Please keep in mind I'm totally new to Linux! I've been trying to get some version of Linux working on a Toshiba Satellite Pro 430CDT for quite awhile now. Keeping in mind these things only have a 1.2 GB hard drive, it's been hard to find an installation small enough to work.

I found an ancient version of Corel Linux that fit, but left no room for data and was limited in its use. I was also able to get Knoppix to fit, but again no room left afterwards. Same with Xubuntu. I have found this latest version of Tmxxine/Puppy Linux to be really small, really fast, full featured, and leaves me with quite a bit of space left on the hard drive for data after doing a hard drive install!

I used to use Windows 98 on this laptop and could connect to my network with a 3COM 3cxfe574bt PCMCIA network card. I also had this working under Xubuntu. I cannot find any way to get this to work with Puppy. It's driving me up the wall. The only two things that aren't working are networking and audio. I don't really care about the audio working with this laptop, but really need the networking part to function.

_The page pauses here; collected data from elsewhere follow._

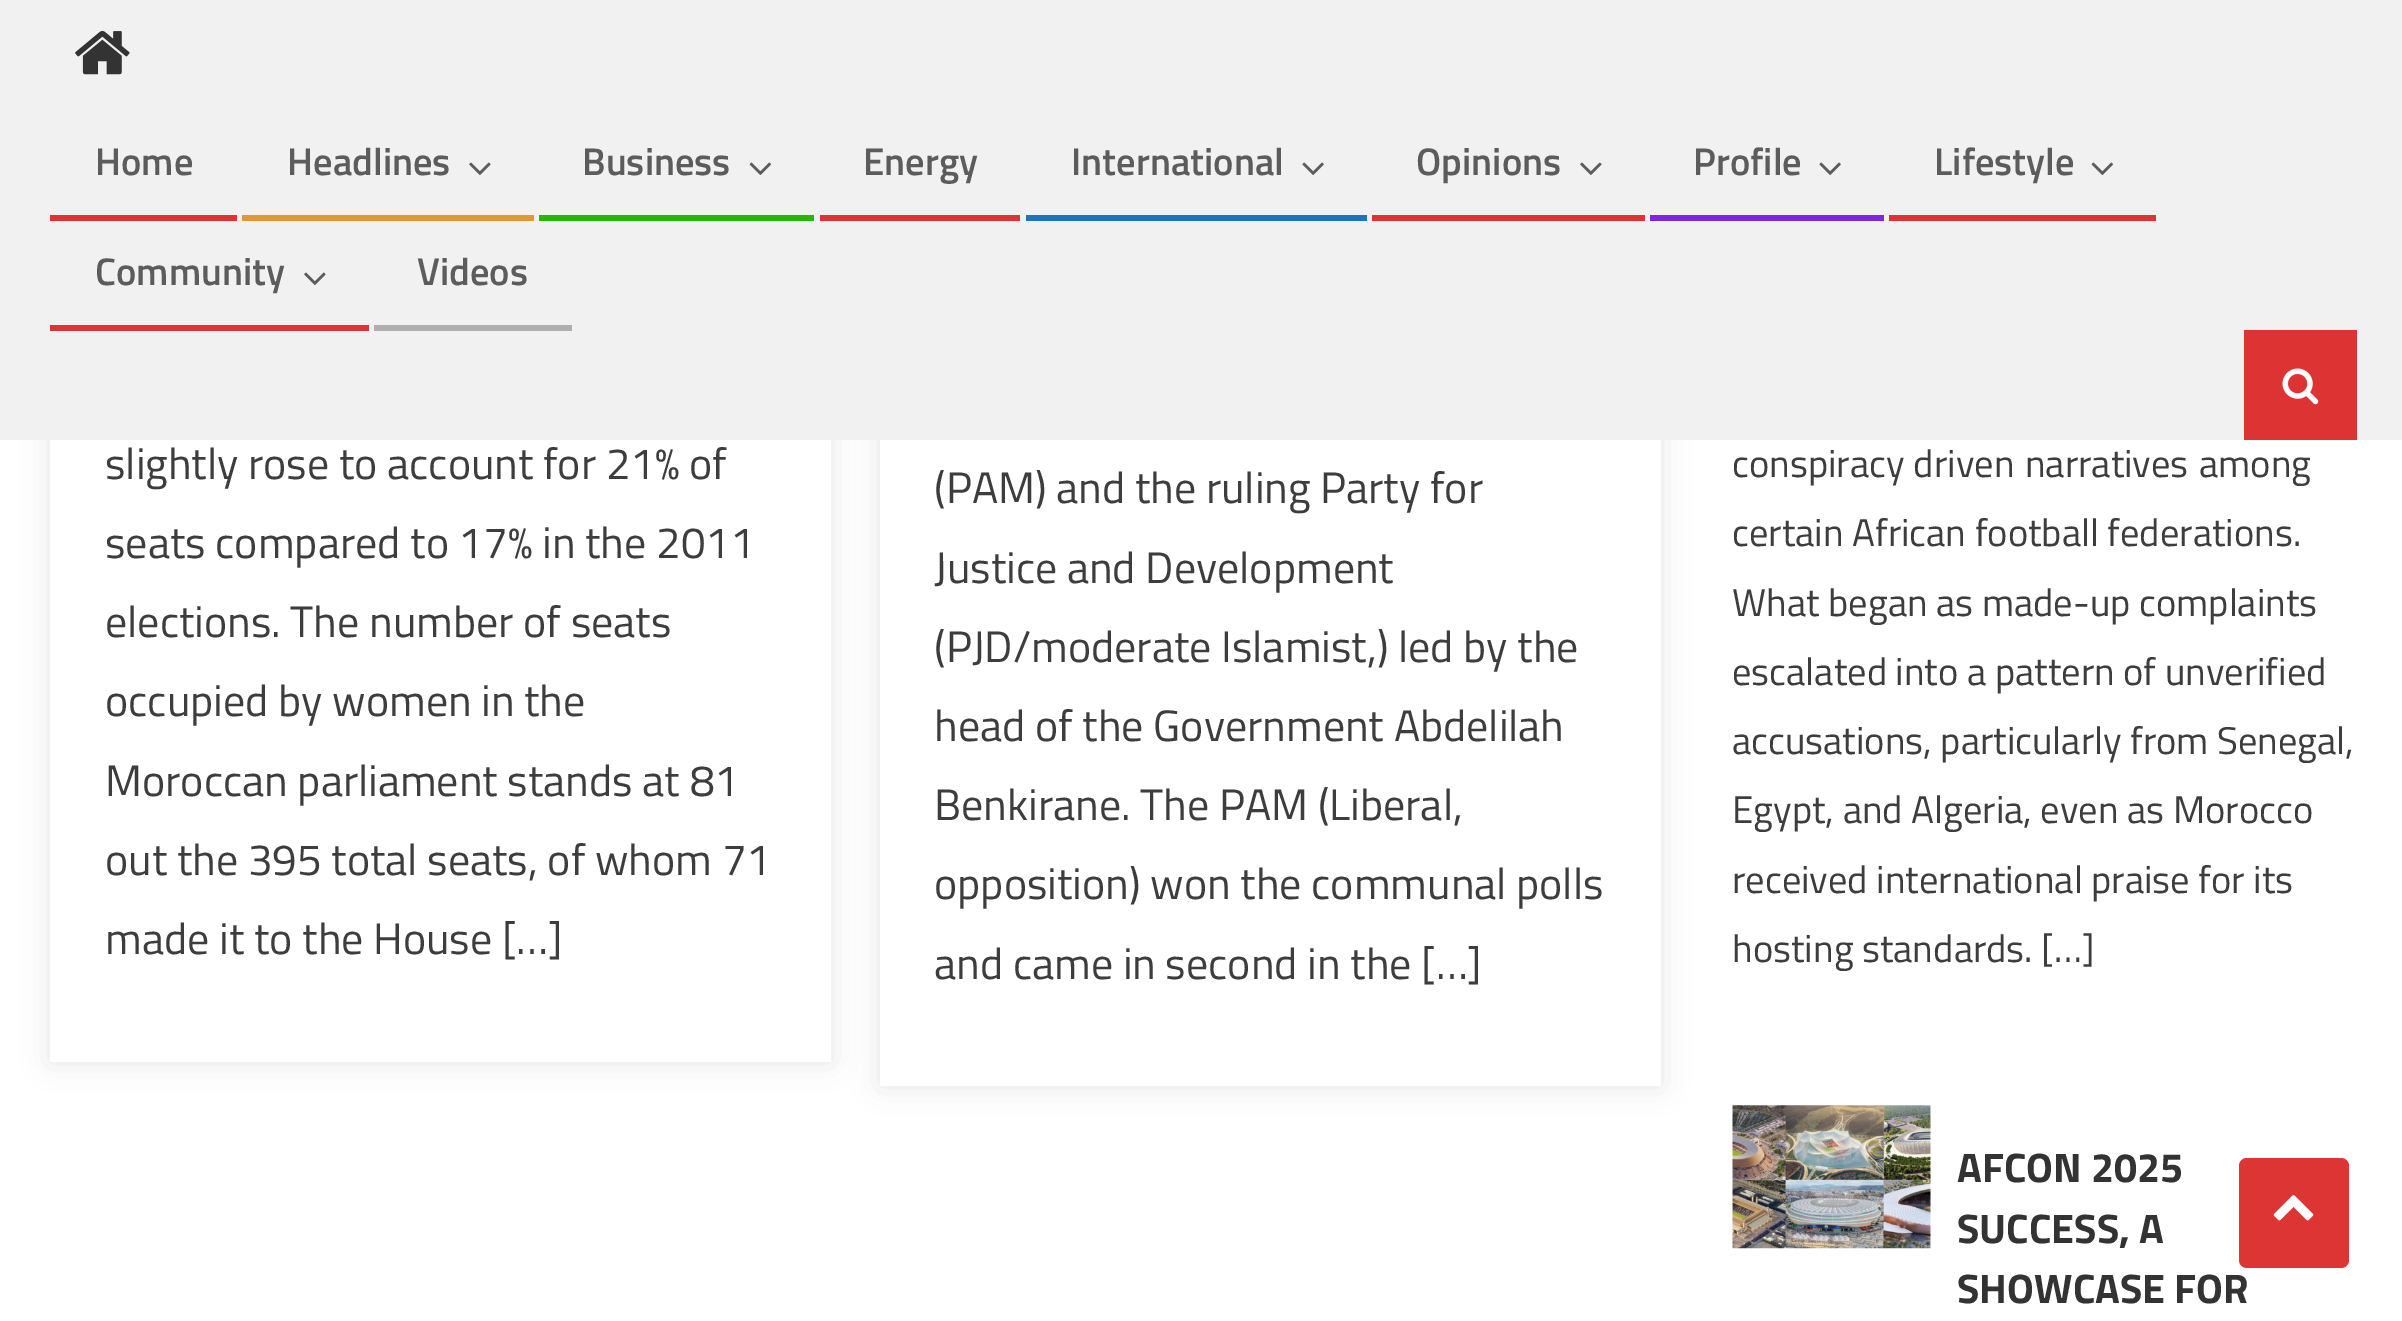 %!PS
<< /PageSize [2402 1321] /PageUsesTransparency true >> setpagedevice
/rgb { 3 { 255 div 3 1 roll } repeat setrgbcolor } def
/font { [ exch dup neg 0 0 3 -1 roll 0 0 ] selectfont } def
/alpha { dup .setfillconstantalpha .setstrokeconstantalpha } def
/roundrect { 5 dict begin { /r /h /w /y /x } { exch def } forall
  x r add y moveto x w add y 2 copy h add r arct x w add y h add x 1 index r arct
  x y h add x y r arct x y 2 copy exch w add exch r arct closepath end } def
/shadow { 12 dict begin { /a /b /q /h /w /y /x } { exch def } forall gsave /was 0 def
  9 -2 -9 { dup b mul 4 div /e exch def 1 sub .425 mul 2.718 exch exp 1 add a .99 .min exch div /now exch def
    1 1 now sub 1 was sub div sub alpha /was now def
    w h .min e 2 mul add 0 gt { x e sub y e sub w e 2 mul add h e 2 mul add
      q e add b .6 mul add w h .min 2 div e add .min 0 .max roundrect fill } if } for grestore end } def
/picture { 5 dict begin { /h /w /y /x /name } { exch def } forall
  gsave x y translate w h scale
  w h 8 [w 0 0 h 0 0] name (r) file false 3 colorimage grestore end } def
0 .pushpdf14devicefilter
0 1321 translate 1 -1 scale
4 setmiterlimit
255 255 255 rgb
0 0 2402 1321 rectfill
gsave
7 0 moveto 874 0 lineto 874 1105 lineto 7 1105 lineto closepath 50 -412 moveto 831 -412 lineto 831 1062 lineto 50 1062 lineto closepath eoclip newpath
0 0 0 rgb
50 -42 781 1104 0 14 0.1 shadow
grestore
gsave
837 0 moveto 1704 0 lineto 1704 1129 lineto 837 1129 lineto closepath 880 -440 moveto 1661 -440 lineto 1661 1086 lineto 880 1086 lineto closepath eoclip newpath
0 0 0 rgb
880 -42 781 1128 0 14 0.1 shadow
grestore
241 241 241 rgb
0 0 2402 440 rectfill
(img/1.rgb) 75 30 55 45 picture
221 51 51 rgb
50 215 187 6 rectfill
221 153 51 rgb
242 215 292 6 rectfill
(img/2.rgb) 469 162 22 13 picture
39 183 0 rgb
539 215 275 6 rectfill
(img/3.rgb) 749 162 22 13 picture
221 51 51 rgb
820 215 200 6 rectfill
30 115 190 rgb
1026 215 341 6 rectfill
(img/4.rgb) 1302 162 22 13 picture
221 51 51 rgb
1372 215 273 6 rectfill
(img/2.rgb) 1580 162 22 13 picture
130 36 227 rgb
1650 215 234 6 rectfill
(img/4.rgb) 1819 162 22 13 picture
221 51 51 rgb
1889 215 267 6 rectfill
(img/3.rgb) 2091 162 22 13 picture
50 325 319 6 rectfill
(img/2.rgb) 304 272 22 13 picture
175 175 175 rgb
374 325 198 6 rectfill
221 51 51 rgb
2244 330 113 110 rectfill
(img/5.rgb) 2282 368 37 37 picture
(img/6.rgb) 1732 1105 199 144 picture
221 52 52 rgb
2239 1158 110 110 8 roundrect fill
(img/7.rgb) 2273 1195 41 26 picture
/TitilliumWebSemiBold-SemiBold 38.5 font
93 92 92 rgb
[
  [(Home) 95 175]
  [(Headlines) 287 175]
  [(Business) 582 175]
  [(Energy) 863 175]
  [(International) 1071 175]
  [(Opinions) 1416 175]
  [(Profile) 1693 175]
  [(Lifestyle) 1934 175]
  [(Community) 95 285]
  [(Videos) 417 285]
] { aload pop moveto show } forall
/TitilliumWeb-Regular 44 font
61 61 61 rgb
[
  [(slightly rose to account for 21% of) 105 479]
  [(seats compared to 17% in the 2011) 105 558]
  [(elections. The number of seats) 105 637]
  [(occupied by women in the) 105 716]
  [(Moroccan parliament stands at 81) 105 796]
  [(out the 395 total seats, of whom 71) 105 875]
  [(made it to the House […]) 105 954]
  [(\(PAM\) and the ruling Party for) 934 503]
  [(Justice and Development) 934 583]
  [(\(PJD/moderate Islamist,\) led by the) 934 662]
  [(head of the Government Abdelilah) 934 741]
  [(Benkirane. The PAM \(Liberal,) 934 820]
  [(opposition\) won the communal polls) 934 899]
  [(and came in second in the […]) 934 979]
] { aload pop moveto show } forall
/TitilliumWeb-Regular 38.5 font
1732 477 moveto 2 0 32 (conspiracy‑driven narratives among) widthshow
[
  [(certain African football federations.) 1732 546]
  [(What began as made-up complaints) 1732 616]
  [(escalated into a pattern of unverified) 1732 685]
  [(accusations, particularly from Senegal,) 1732 754]
  [(Egypt, and Algeria, even as Morocco) 1732 823]
  [(received international praise for its) 1732 893]
  [(hosting standards. […]) 1732 962]
] { aload pop moveto show } forall
/TitilliumWeb-Bold 41.25 font
51 51 51 rgb
[
  [(AFCON 2025) 1957 1182]
  [(SUCCESS, A) 1957 1243]
  [(SHOWCASE FOR) 1957 1303]
] { aload pop moveto show } forall
.poppdf14devicefilter showpage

I have tried a laundry list of suggestions found in the forums and online. I've modified endless configuration files, entered command line commands that I'm unfamiliar with, and more and cannot even get the laptop to recognize there's a couple ports there. Doing a cardmgr tells me there's no sockets found.

I've found references to running some sort of script to try to detect what's there and what's needed. I cannot figure out how to get this script to run. I found instructions that say I may need to modify something in the kernel, but I have no idea how this is done or if its necessary.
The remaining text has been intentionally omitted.